WHAT IS NEEDED.
The listing is to be transcribed in full, with its images left out.

EXERCISE MATERIAL.
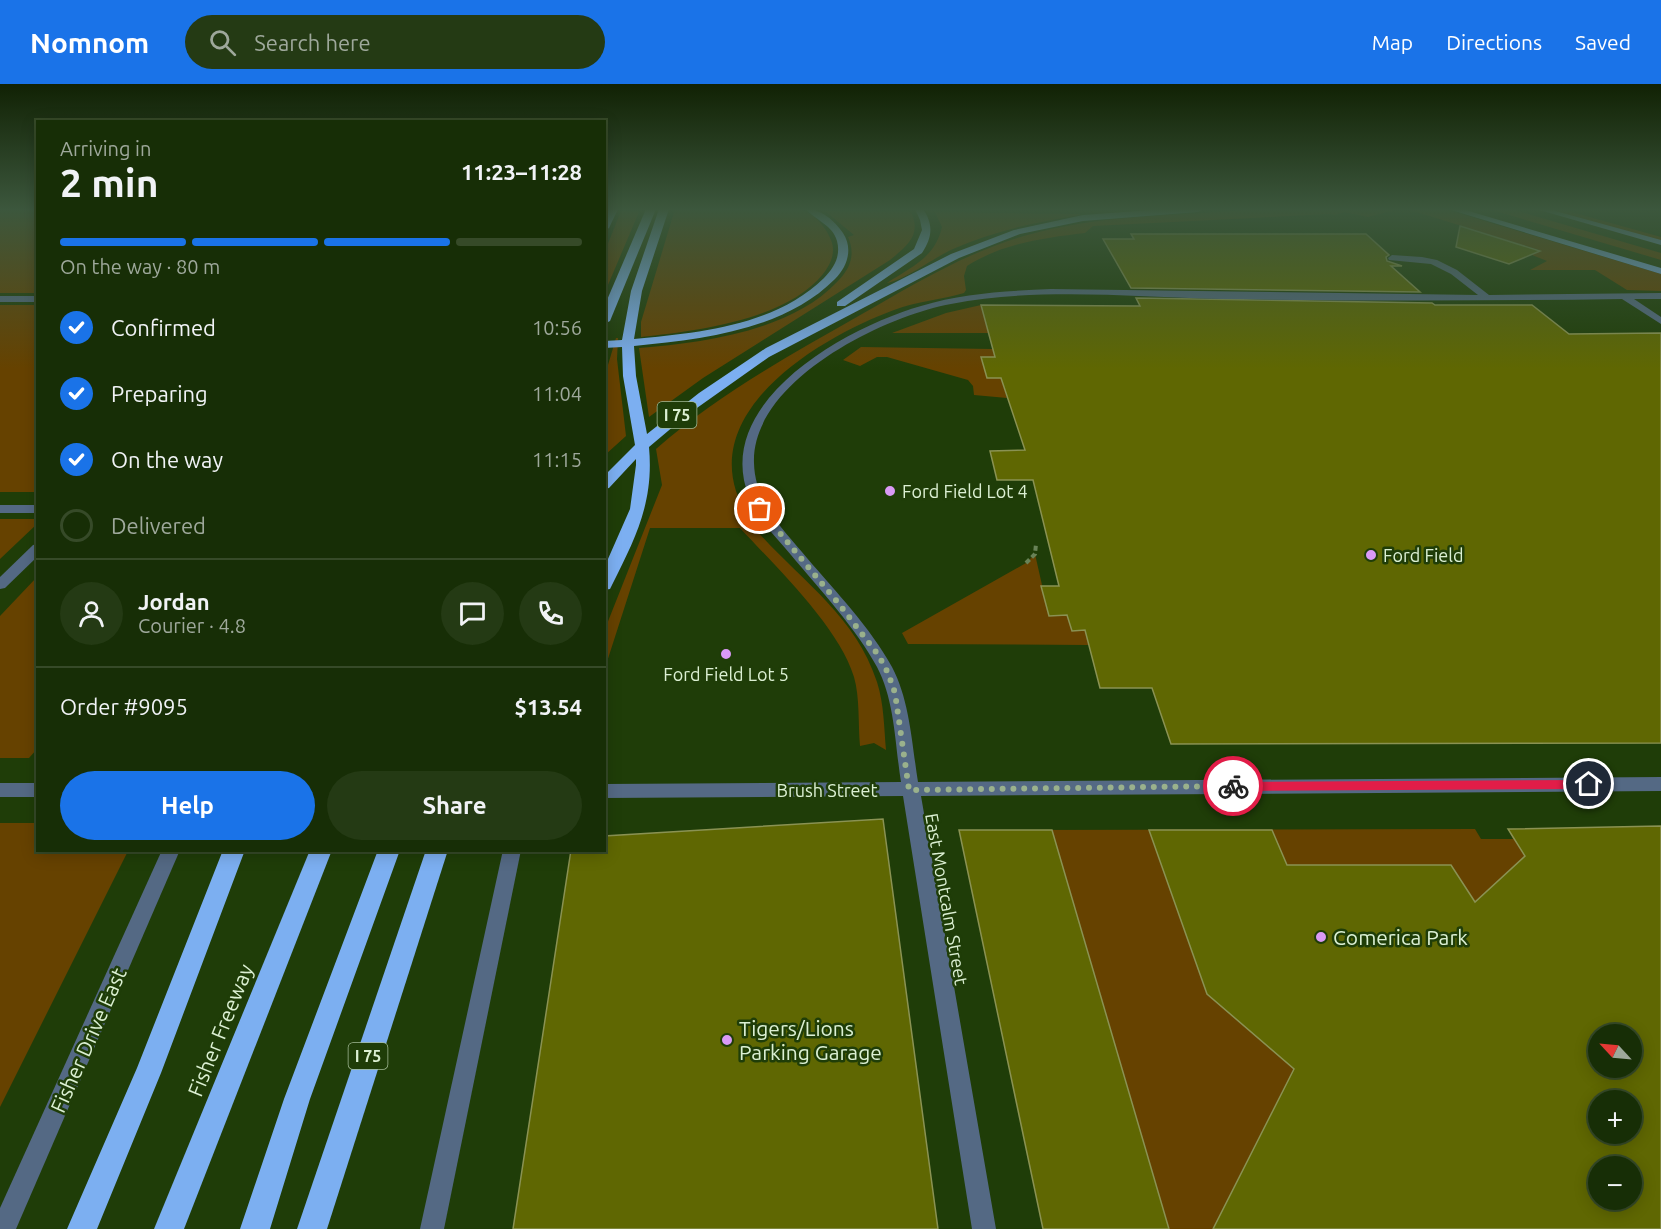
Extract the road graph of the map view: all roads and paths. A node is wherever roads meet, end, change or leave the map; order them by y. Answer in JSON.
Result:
{"nodes":[{"id":1,"x":628,"y":262,"type":"edge"},
{"id":2,"x":647,"y":262,"type":"edge"},
{"id":3,"x":841,"y":262,"type":"edge"},
{"id":4,"x":901,"y":262,"type":"edge"},
{"id":5,"x":943,"y":262,"type":"edge"},
{"id":6,"x":1438,"y":262,"type":"edge"},
{"id":7,"x":1632,"y":262,"type":"edge"},
{"id":8,"x":1661,"y":271,"type":"edge"},
{"id":9,"x":1661,"y":296,"type":"edge"},
{"id":10,"x":1486,"y":297,"type":"junction"},
{"id":11,"x":1625,"y":297,"type":"junction"},
{"id":12,"x":0,"y":299,"type":"edge"},
{"id":13,"x":36,"y":299,"type":"edge"},
{"id":14,"x":606,"y":316,"type":"edge"},
{"id":15,"x":1661,"y":321,"type":"edge"},
{"id":16,"x":606,"y":345,"type":"edge"},
{"id":17,"x":760,"y":357,"type":"junction"},
{"id":18,"x":606,"y":483,"type":"edge"},
{"id":19,"x":0,"y":509,"type":"edge"},
{"id":20,"x":36,"y":509,"type":"edge"},
{"id":21,"x":1036,"y":544,"type":"dead end"},
{"id":22,"x":36,"y":550,"type":"edge"},
{"id":23,"x":1026,"y":562,"type":"dead end"},
{"id":24,"x":606,"y":581,"type":"edge"},
{"id":25,"x":0,"y":585,"type":"edge"},
{"id":26,"x":1661,"y":784,"type":"edge"},
{"id":27,"x":0,"y":790,"type":"edge"},
{"id":28,"x":36,"y":790,"type":"edge"},
{"id":29,"x":909,"y":790,"type":"junction"},
{"id":30,"x":606,"y":791,"type":"edge"},
{"id":31,"x":170,"y":852,"type":"edge"},
{"id":32,"x":233,"y":852,"type":"edge"},
{"id":33,"x":320,"y":852,"type":"edge"},
{"id":34,"x":388,"y":852,"type":"edge"},
{"id":35,"x":437,"y":852,"type":"edge"},
{"id":36,"x":512,"y":852,"type":"edge"},
{"id":37,"x":3,"y":1229,"type":"edge"},
{"id":38,"x":82,"y":1229,"type":"edge"},
{"id":39,"x":169,"y":1229,"type":"edge"},
{"id":40,"x":255,"y":1229,"type":"edge"},
{"id":41,"x":312,"y":1229,"type":"edge"},
{"id":42,"x":432,"y":1229,"type":"edge"},
{"id":43,"x":984,"y":1229,"type":"edge"}],
"edges":[{"from":1,"to":14,"type":"highway"},
{"from":2,"to":24,"type":"highway"},
{"from":3,"to":16,"type":"highway"},
{"from":4,"to":17,"type":"highway","number":"I 75"},
{"from":5,"to":17,"type":"highway"},
{"from":6,"to":10,"type":"street"},
{"from":7,"to":8,"type":"highway"},
{"from":9,"to":11,"type":"street","name":"East Montcalm Street"},
{"from":10,"to":11,"type":"street","name":"East Montcalm Street"},
{"from":10,"to":29,"type":"street","name":"East Montcalm Street"},
{"from":11,"to":15,"type":"street"},
{"from":12,"to":13,"type":"street"},
{"from":17,"to":18,"type":"highway","number":"I 75"},
{"from":19,"to":20,"type":"street"},
{"from":21,"to":23,"type":"path"},
{"from":22,"to":25,"type":"street"},
{"from":26,"to":29,"type":"street","name":"Brush Street"},
{"from":27,"to":28,"type":"street"},
{"from":29,"to":30,"type":"street","name":"Brush Street"},
{"from":29,"to":43,"type":"street","name":"East Montcalm Street"},
{"from":31,"to":37,"type":"street","name":"Fisher Drive East"},
{"from":32,"to":38,"type":"highway"},
{"from":33,"to":39,"type":"highway","name":"Fisher Freeway"},
{"from":34,"to":40,"type":"highway"},
{"from":35,"to":41,"type":"highway","number":"I 75"},
{"from":36,"to":42,"type":"street"}]}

EXERCISE SOLUTION.
Extract the road graph of the map view: all roads and paths. A node is wherever roads meet, end, change or leave the map; order them by y. Answer in JSON.
Result:
{"nodes":[{"id":1,"x":628,"y":262,"type":"edge"},
{"id":2,"x":647,"y":262,"type":"edge"},
{"id":3,"x":841,"y":262,"type":"edge"},
{"id":4,"x":901,"y":262,"type":"edge"},
{"id":5,"x":943,"y":262,"type":"edge"},
{"id":6,"x":1438,"y":262,"type":"edge"},
{"id":7,"x":1632,"y":262,"type":"edge"},
{"id":8,"x":1661,"y":271,"type":"edge"},
{"id":9,"x":1661,"y":296,"type":"edge"},
{"id":10,"x":1486,"y":297,"type":"junction"},
{"id":11,"x":1625,"y":297,"type":"junction"},
{"id":12,"x":0,"y":299,"type":"edge"},
{"id":13,"x":36,"y":299,"type":"edge"},
{"id":14,"x":606,"y":316,"type":"edge"},
{"id":15,"x":1661,"y":321,"type":"edge"},
{"id":16,"x":606,"y":345,"type":"edge"},
{"id":17,"x":760,"y":357,"type":"junction"},
{"id":18,"x":606,"y":483,"type":"edge"},
{"id":19,"x":0,"y":509,"type":"edge"},
{"id":20,"x":36,"y":509,"type":"edge"},
{"id":21,"x":1036,"y":544,"type":"dead end"},
{"id":22,"x":36,"y":550,"type":"edge"},
{"id":23,"x":1026,"y":562,"type":"dead end"},
{"id":24,"x":606,"y":581,"type":"edge"},
{"id":25,"x":0,"y":585,"type":"edge"},
{"id":26,"x":1661,"y":784,"type":"edge"},
{"id":27,"x":0,"y":790,"type":"edge"},
{"id":28,"x":36,"y":790,"type":"edge"},
{"id":29,"x":909,"y":790,"type":"junction"},
{"id":30,"x":606,"y":791,"type":"edge"},
{"id":31,"x":170,"y":852,"type":"edge"},
{"id":32,"x":233,"y":852,"type":"edge"},
{"id":33,"x":320,"y":852,"type":"edge"},
{"id":34,"x":388,"y":852,"type":"edge"},
{"id":35,"x":437,"y":852,"type":"edge"},
{"id":36,"x":512,"y":852,"type":"edge"},
{"id":37,"x":3,"y":1229,"type":"edge"},
{"id":38,"x":82,"y":1229,"type":"edge"},
{"id":39,"x":169,"y":1229,"type":"edge"},
{"id":40,"x":255,"y":1229,"type":"edge"},
{"id":41,"x":312,"y":1229,"type":"edge"},
{"id":42,"x":432,"y":1229,"type":"edge"},
{"id":43,"x":984,"y":1229,"type":"edge"}],
"edges":[{"from":1,"to":14,"type":"highway"},
{"from":2,"to":24,"type":"highway"},
{"from":3,"to":16,"type":"highway"},
{"from":4,"to":17,"type":"highway","number":"I 75"},
{"from":5,"to":17,"type":"highway"},
{"from":6,"to":10,"type":"street"},
{"from":7,"to":8,"type":"highway"},
{"from":9,"to":11,"type":"street","name":"East Montcalm Street"},
{"from":10,"to":11,"type":"street","name":"East Montcalm Street"},
{"from":10,"to":29,"type":"street","name":"East Montcalm Street"},
{"from":11,"to":15,"type":"street"},
{"from":12,"to":13,"type":"street"},
{"from":17,"to":18,"type":"highway","number":"I 75"},
{"from":19,"to":20,"type":"street"},
{"from":21,"to":23,"type":"path"},
{"from":22,"to":25,"type":"street"},
{"from":26,"to":29,"type":"street","name":"Brush Street"},
{"from":27,"to":28,"type":"street"},
{"from":29,"to":30,"type":"street","name":"Brush Street"},
{"from":29,"to":43,"type":"street","name":"East Montcalm Street"},
{"from":31,"to":37,"type":"street","name":"Fisher Drive East"},
{"from":32,"to":38,"type":"highway"},
{"from":33,"to":39,"type":"highway","name":"Fisher Freeway"},
{"from":34,"to":40,"type":"highway"},
{"from":35,"to":41,"type":"highway","number":"I 75"},
{"from":36,"to":42,"type":"street"}]}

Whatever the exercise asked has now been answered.